Omicidio Gambirasio: intercettazioni Bossetti
Bergamo – A quattro anni dal ritrovamento del corpo della giovane Yara Gambirasio di Brembate di Sopra, il Pubblico Ministero ha notificato la chiusura delle indagini preliminari sull’omicidio della tredicenne, il cui unico indagato rimane Massimo Bossetti, arrestato il 16 giugno dello scorso anno. Dalle 60mila pagine dell’inchiesta emergono i reati contestati a Bossetti: il primo è di omicidio con l’aggravante di “avere adoperato sevizie e aver agito con crudeltà” e di avere “approfittato di circostanze di tempo in ore serali, di luogo in un campo isolato e di persona perché si tratta di un uomo adulto contro un’adolescente di 13 anni, tali da ostacolare la pubblica e privata difesa”. Il secondo è di calunnia nei confronti di Massimo Maggioni, uno dei colleghi del cantiere di Palazzago in cui lavorava all’epoca del delitto, che in uno dei primi interrogatori il muratore di Mapello aveva accusato dell’omicidio.
Dalle intercettazioni in carcere di Bossetti, durante i colloqui con i suoi familiari emergono dei particolari importanti per le indagini, come nel primo colloquio in carcere tra l’uomo e sua moglie, nel quale Bossetti rimprovera la moglie di non avergli fornito un alibi per la sera del 26 Novembre 2010: giorno della scomparsa di Yara.

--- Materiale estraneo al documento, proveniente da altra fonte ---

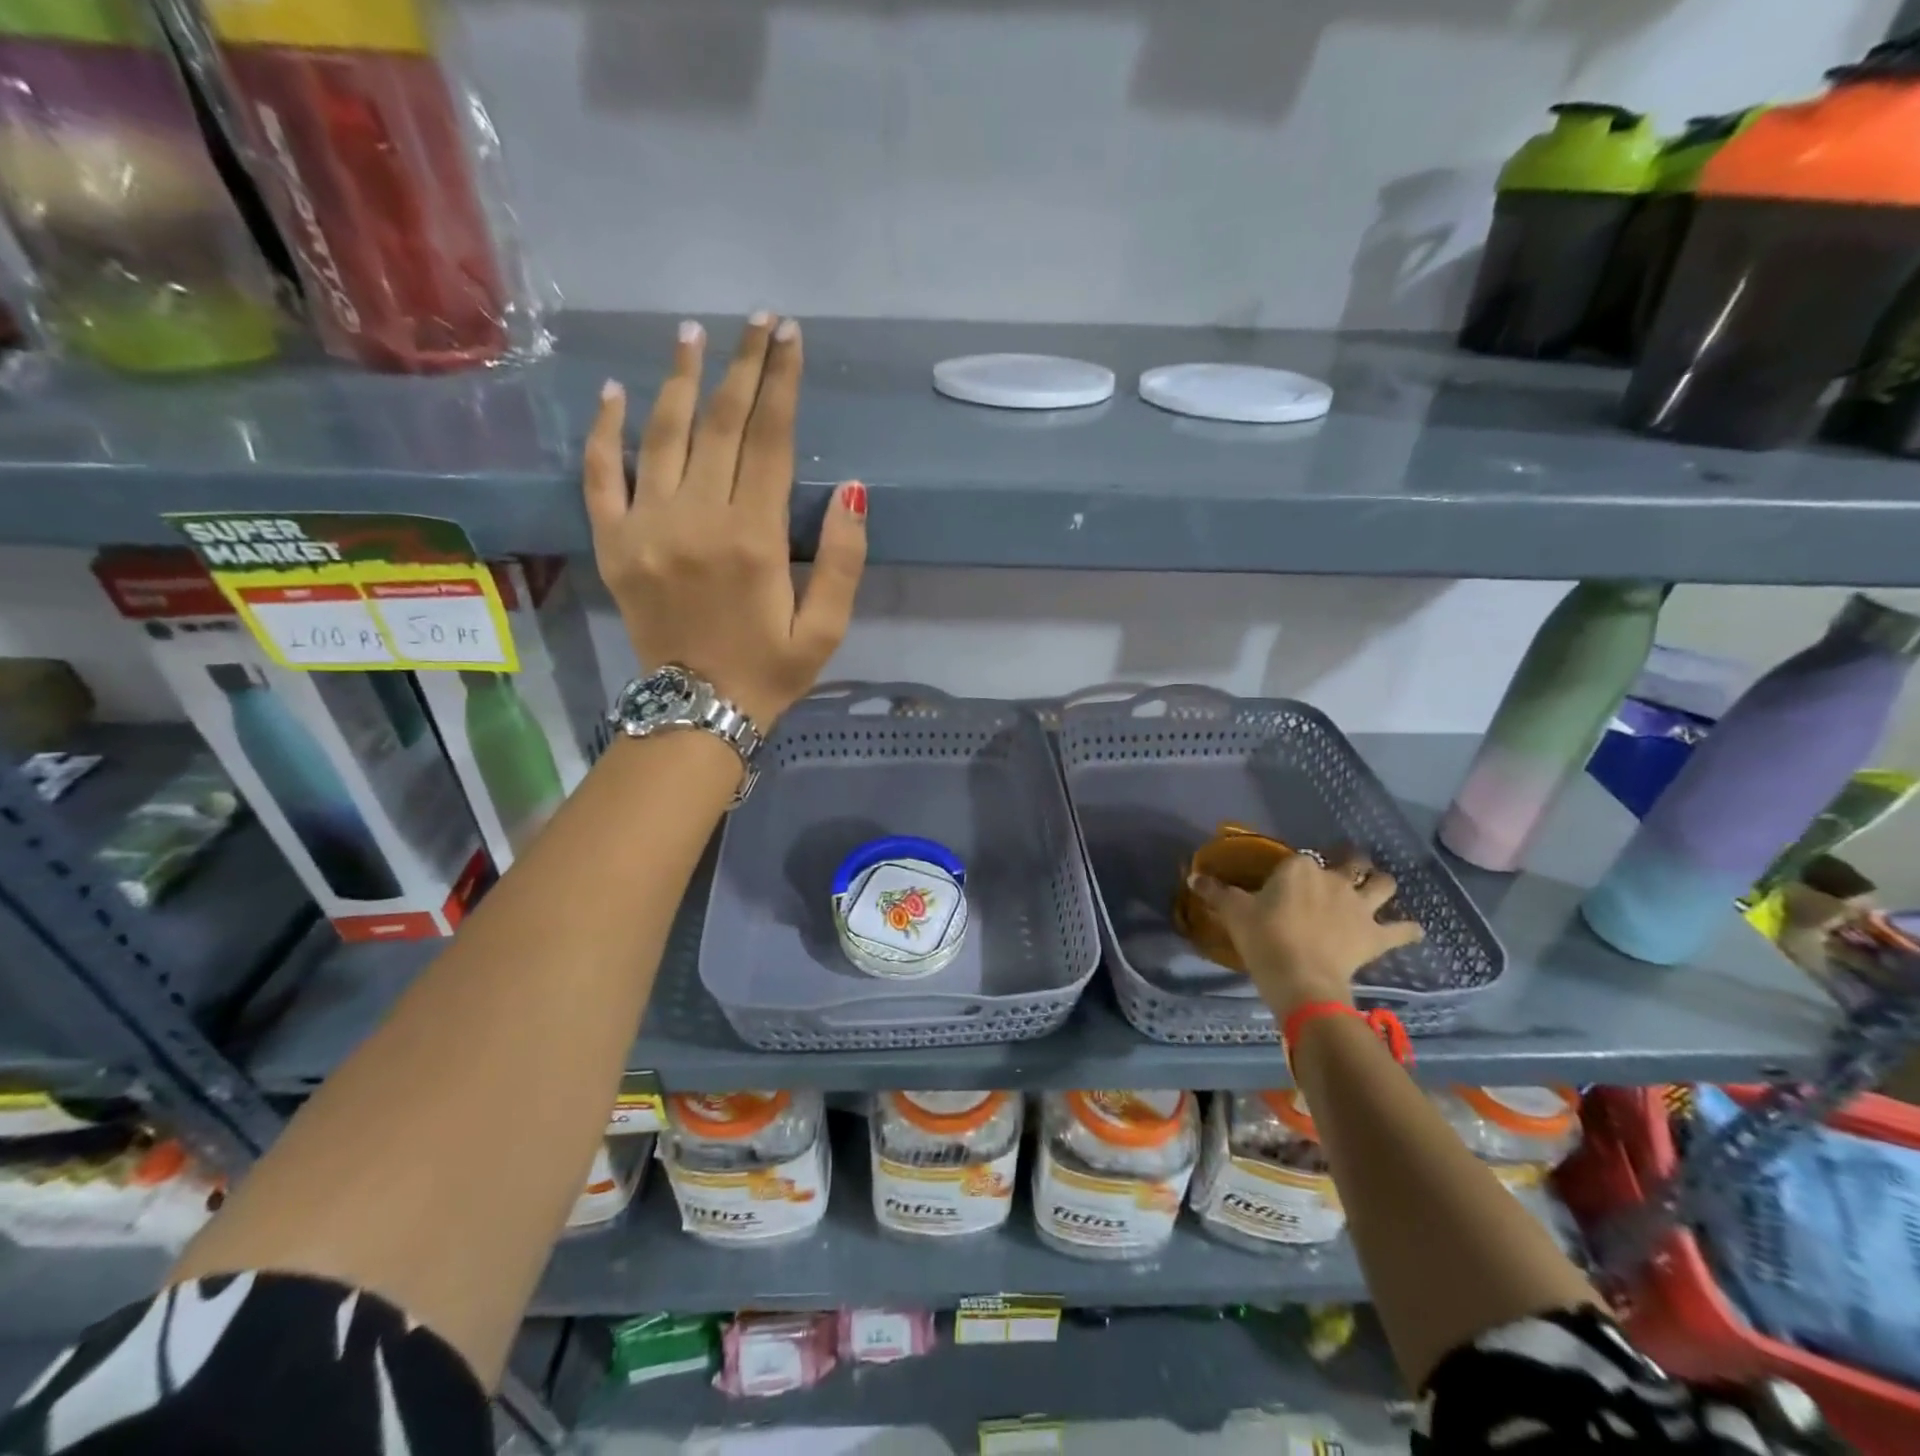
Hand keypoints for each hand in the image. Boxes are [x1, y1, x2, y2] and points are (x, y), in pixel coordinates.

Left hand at [584, 313, 867, 728]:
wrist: (696, 713)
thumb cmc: (770, 671)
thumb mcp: (826, 629)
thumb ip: (843, 560)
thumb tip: (854, 490)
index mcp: (753, 540)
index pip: (769, 441)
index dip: (781, 384)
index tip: (789, 336)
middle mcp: (696, 520)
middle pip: (719, 424)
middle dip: (741, 366)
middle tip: (756, 320)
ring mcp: (646, 528)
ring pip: (662, 435)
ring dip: (678, 379)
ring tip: (692, 333)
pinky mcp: (613, 544)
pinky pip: (601, 476)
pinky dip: (605, 431)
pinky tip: (615, 393)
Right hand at [1187, 852, 1423, 1015]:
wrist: (1300, 978)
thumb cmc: (1263, 939)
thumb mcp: (1233, 913)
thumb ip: (1215, 892)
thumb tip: (1192, 877)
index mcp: (1300, 868)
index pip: (1302, 858)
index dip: (1298, 868)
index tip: (1289, 880)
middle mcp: (1334, 879)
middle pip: (1351, 862)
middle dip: (1351, 863)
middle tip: (1343, 872)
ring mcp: (1360, 906)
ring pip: (1384, 884)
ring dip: (1382, 884)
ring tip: (1377, 890)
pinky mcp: (1376, 935)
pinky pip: (1403, 930)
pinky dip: (1408, 930)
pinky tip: (1410, 930)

“Sul giornale c’è su l’articolo… che tu hai detto che non sapevi dove mi trovavo quel giorno lì a lavorare… “, dice Bossetti. “Allora – risponde la Comi – io non ho fatto nessuna dichiarazione sui giornali, assolutamente (…) Ascolta io gli ho detto… perché mi hanno chiesto, a che ora sei arrivato… Gli ho detto “non mi ricordo” Massi”. “Il marito non trova un alibi con la moglie… “, continua il presunto assassino. “Ecco ma dopo – prosegue la moglie – dopo ci ricamano sopra Massi. È per quello che non devi ascoltare, non devi leggere i giornali. Non è vero, gli ho detto solo che non mi ricordo a che ora sei arrivato. Quattro anni fa non mi ricordo a che ora sei arrivato! Gli ho detto che comunque di sicuro prima delle 19.30, perché comunque cenavamo sempre insieme, e poi, siamo sempre insieme anche la sera “. “Usciamo sempre a fare la spesa insieme, ho detto io!”, ricorda il muratore di Mapello. “La spesa? Ma comunque siamo sempre a casa alla sera – lo tranquillizza la moglie – Guarda che loro mi hanno chiesto un’ora, l’ora non mi ricordo Massi, non posso dirgli un’ora che non mi ricordo, capisci? E’ per quello che non mi sento di dire bugie, Massi, devo dire solo la verità… basta! La dico io e la devi dire anche tu, hai capito? Basta…”
Qui affiorano anche i primi dubbi di Marita Comi sul marito, che durante i colloqui successivi chiede al marito di non raccontare bugie, l’uomo, infatti, era soprannominato dai colleghi di lavoro “favola” per le numerose menzogne che era solito dire, tra queste ne emerge una particolarmente raccapricciante nella quale Bossetti per allontanarsi dal cantiere disse di avere un tumore al cervello.
In un’altra conversazione intercettata dalle microspie, con il cognato e sua moglie Bossetti riferendosi alle tracce del suo Dna ritrovate sul corpo di Yara dice: “Se sono, certi è un guaio”.
Ora la difesa avrà venti giorni di tempo per acquisire gli atti dell’inchiesta e chiedere un nuovo interrogatorio dell’indagato o depositare gli atti della difesa. A questo punto il Pm potrà chiedere il processo che dovrebbe iniziare a luglio.